§ **What the task requires**: Transcribe all records exactly; omit pictures.

(Dataset entries)
=== Begin Enclosure ===

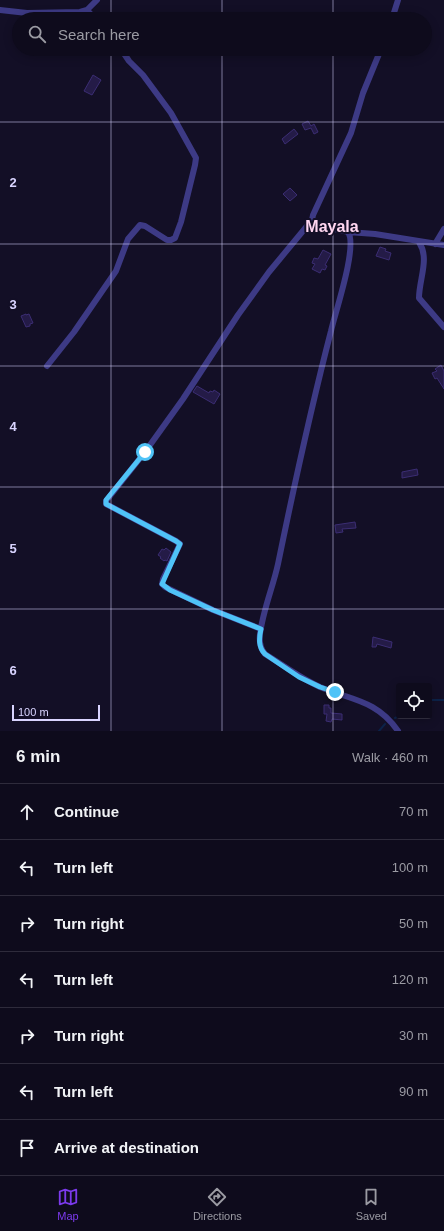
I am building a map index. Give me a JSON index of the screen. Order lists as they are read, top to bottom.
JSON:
{
  "districts": ["Mayala"],
  "scale_bar": "100 m",
  "page": {
    "search": "Search here",
    "scale": "100 m",
    "heading": ["6 min", "Walk · 460 m"],
    "list": [
      ["Continue", "70 m"],
      ["Turn left", "100 m"],
      ["Turn right", "50 m"],
      ["Turn left", "120 m"],
      ["Turn right", "30 m"],
      ["Turn left", "90 m"],
      "Arrive at destination"
    ],
    "nav": ["Map", "Directions", "Saved"]
  },
  "grid": {
    "rows": [
      "2",
      "3",
      "4",
      "5",
      "6"
    ]
  }
}
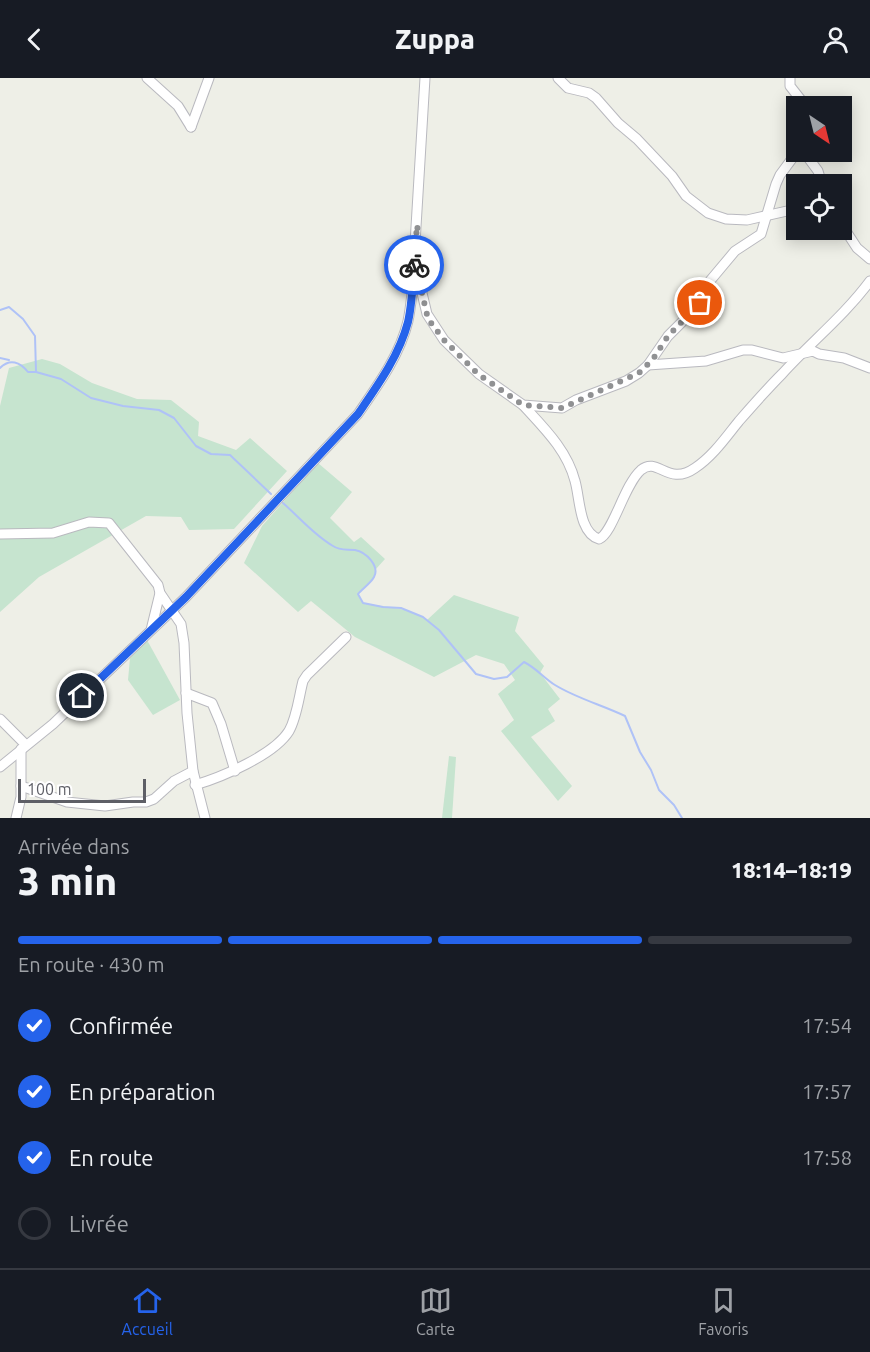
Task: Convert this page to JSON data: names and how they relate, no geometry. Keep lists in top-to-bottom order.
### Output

=== End Enclosure ===

§ **Task result**:
I am building a map index. Give me a JSON index of the screen. Order lists as they are read, top to bottom.
JSON:
{
  "districts": ["Mayala"],
  "scale_bar": "100 m",
  "page": {
    "search": "Search here",
    "scale": "100 m",
    "heading": ["6 min", "Walk · 460 m"],
    "list": [
      ["Continue", "70 m"],
      ["Turn left", "100 m"],
      ["Turn right", "50 m"],
      ["Turn left", "120 m"],
      ["Turn right", "30 m"],
      ["Turn left", "90 m"],
      "Arrive at destination"
    ],
    "nav": ["Map", "Directions", "Saved"]
  },
  "grid": {
    "rows": [
      "2",
      "3",
      "4",
      "5",
      "6"
    ]
  }
}
Task: Convert this page to JSON data: names and how they relate, no geometry. Keep lists in top-to-bottom order.
### Output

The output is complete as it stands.